あそこで腕を組んで立っているのは俺の大嫌いな南沢さん。大嫌いより大っ嫌い。だけど、ポジションが同じだから仕方なく必要最低限の事だけ喋ってる。
何が嫌いかって言われたら少し困る。だって嫌いだけど理由が自分にもいまいちわからないからだ。カッコつけだからかもしれないし、女癖が悪いからかもしれない。女癖が悪いってのは噂で(まぁ俺は一回だけしか女と歩いてるのは見たことないけど)多分本当。あのルックスで迫られたら女はイチコロなんだろうなって。あれ、なんかそれモテない男の僻みみたい。いや別にモテないなんて事はない。告白だってされた事はあるけど、その度に南沢さんが頭に浮かんできて、なんだか付き合う気になれない。
南沢さんのせいで付き合えないんだ、だから南沢さんが嫌いなんだ…なんて無理やりに理由をつけた。

「倉間」
「……」
「倉間!」
「えっ?」

びくっと体が跳び跳ねた。グラウンドの隅にいた南沢さんはいつの間に俺の目の前にいた。

「なんか用なわけ?」
「いやいや呼んでませんけど」
「ずっとこっち見てんなよ」
「…そっすか」

マジ自意識過剰なんじゃないすか?そんな余計なことまで言いそうになって寸前のところで口をつぐんだ。ずっと見てたって今俺考え事してたんだけど…アンタについての。
て事で話済んだら向こう戻ってくださいよ。いつまでここにいるつもりなんすか、ああ行かないなら俺が行きますね。そう声に出さずに心の中で言ってからくるりと踵を返して行こうとした瞬間、ぱしっと左腕が掴まれた。ああもう…、不機嫌丸出しで振り返る。

「……なんすか」
「なぁ、お前さぁ俺の事嫌いなの?好きなの?」
「…」

さらりと髪をすいた。ふわっと漂うワックスの匂いに少し顔をしかめた。
いや、それより今この人なんて言った?おれをすきなのって?いやいや、え…好きってどっからそんな考えが出てきたんだろう。周りからは「ほんと倉間って南沢嫌いだよな」みたいな事しか言われないし、だいたいアンタとそんなに関わってないし、それは嫌いだからだし。

「嫌いですよ」
「はっ、嘘だろ」
「…あ、そうでした。大っ嫌いです」

そうそう、そうだった。ついさっき大っ嫌い宣言したところだったじゃないか。ところでこの人こんな事聞いてどうするつもりなんだろう。なんか口に手あてて笑ってるし。嫌いって言われて笑うって、どうかしてるんじゃないのかこの人。

「なに笑ってんすか」
「…あのなぁ倉間、そんな嘘吐くなって」
「…は?」
「だから大嫌いとか、そんな下らない嘘吐かなくていいっつってんの」

は?なんの話だ。おれは嘘なんて一言も言ってないけど。取り敢えず今話した事の中に嘘はあったかどうかを思い返してみたけど、そんなものどこにもなかった。南沢さんの言葉の意味がわからなくて、首を傾げてじっと相手の言葉を待った。

「本当に気付いてないのかよ」
「だから何のことですか」
「お前俺の事好きだろ」

え、なんてもう一回。お前俺の事好きだろって、誰が?お前って誰?…いや言葉の意味はちゃんとわかってる、けど言う相手間違ってませんか先輩?
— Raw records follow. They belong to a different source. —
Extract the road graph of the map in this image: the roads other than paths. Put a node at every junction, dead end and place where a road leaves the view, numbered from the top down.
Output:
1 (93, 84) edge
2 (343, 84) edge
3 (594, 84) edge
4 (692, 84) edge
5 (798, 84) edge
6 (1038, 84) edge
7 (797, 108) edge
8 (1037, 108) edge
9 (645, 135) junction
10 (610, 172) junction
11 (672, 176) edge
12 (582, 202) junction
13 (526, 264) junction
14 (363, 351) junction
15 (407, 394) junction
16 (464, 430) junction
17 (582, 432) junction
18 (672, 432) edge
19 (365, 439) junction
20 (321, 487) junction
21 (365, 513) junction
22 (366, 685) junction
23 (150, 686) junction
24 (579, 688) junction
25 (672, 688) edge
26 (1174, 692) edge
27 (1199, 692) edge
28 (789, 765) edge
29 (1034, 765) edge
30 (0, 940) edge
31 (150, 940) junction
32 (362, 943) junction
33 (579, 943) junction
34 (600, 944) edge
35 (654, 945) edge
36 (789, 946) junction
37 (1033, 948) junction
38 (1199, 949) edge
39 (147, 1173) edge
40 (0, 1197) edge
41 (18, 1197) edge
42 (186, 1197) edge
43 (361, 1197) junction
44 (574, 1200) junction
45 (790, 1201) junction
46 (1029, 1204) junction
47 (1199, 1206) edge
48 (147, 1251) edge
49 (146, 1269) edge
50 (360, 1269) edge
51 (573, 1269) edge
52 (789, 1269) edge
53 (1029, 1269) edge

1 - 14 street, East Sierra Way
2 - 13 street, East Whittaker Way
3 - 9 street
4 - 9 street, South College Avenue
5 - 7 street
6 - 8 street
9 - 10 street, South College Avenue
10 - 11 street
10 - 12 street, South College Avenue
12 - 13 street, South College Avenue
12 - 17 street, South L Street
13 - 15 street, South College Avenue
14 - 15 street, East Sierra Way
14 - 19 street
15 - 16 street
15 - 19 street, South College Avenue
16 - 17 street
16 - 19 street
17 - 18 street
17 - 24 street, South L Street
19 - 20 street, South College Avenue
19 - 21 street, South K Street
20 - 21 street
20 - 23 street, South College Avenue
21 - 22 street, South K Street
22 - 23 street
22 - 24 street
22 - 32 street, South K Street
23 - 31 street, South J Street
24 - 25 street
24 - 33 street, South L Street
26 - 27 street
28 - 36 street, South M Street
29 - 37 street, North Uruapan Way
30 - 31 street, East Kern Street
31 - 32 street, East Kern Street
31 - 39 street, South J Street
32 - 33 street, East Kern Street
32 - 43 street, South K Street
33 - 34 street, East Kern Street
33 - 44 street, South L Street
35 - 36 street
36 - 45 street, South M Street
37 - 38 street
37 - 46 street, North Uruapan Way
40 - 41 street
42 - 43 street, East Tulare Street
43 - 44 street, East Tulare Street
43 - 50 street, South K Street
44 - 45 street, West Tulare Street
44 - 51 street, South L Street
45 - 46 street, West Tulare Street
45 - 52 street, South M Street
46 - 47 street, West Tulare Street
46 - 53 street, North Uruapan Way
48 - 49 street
「お前俺の事嫌いって思ってるみたいだけど、それただ認めたくないだけだろ。さっきだってこっちじーって見てきたり、俺が誰かと喋ってたらこっち睨んできたり、自分から避ける癖に構わなかったら寂しそうにしたり、それって全部俺が好きだからだろ?」

…うそ、でも、そんな。
いや、確かに無意識の内に南沢さんの姿を追うようになってたけど、それはほら…南沢さんフォワード上手だから見てただけ。喋ってるのを睨んでたのは、喋る声が煩くてゲームに集中できなかっただけ。それから最後のは別に寂しくなんてしてない。避けてはいるけど一ミリも構ってなんて思ってない……多分。
そしてまた、南沢さんは髪の毛をさらっと流した。また俺の嫌いなワックスの匂いがして顔をしかめる。 そういえば俺なんでワックスの匂い嫌いなんだっけ。あぁそうだ、大好きな南沢さんの匂いが消されるからだ。
…大好きな南沢さんの匂い?

「…俺、ワックスの匂い嫌いなんすよ」
「…へぇ」
「大好きな南沢さんの匂いがわからなくなるから」

南沢さんはようやくわかったかという顔をしている。あと心なしか頬が赤くなってる気がする。
…さて、ちゃんと彼はわかってくれるだろうか。素直に言えない俺の不器用な告白。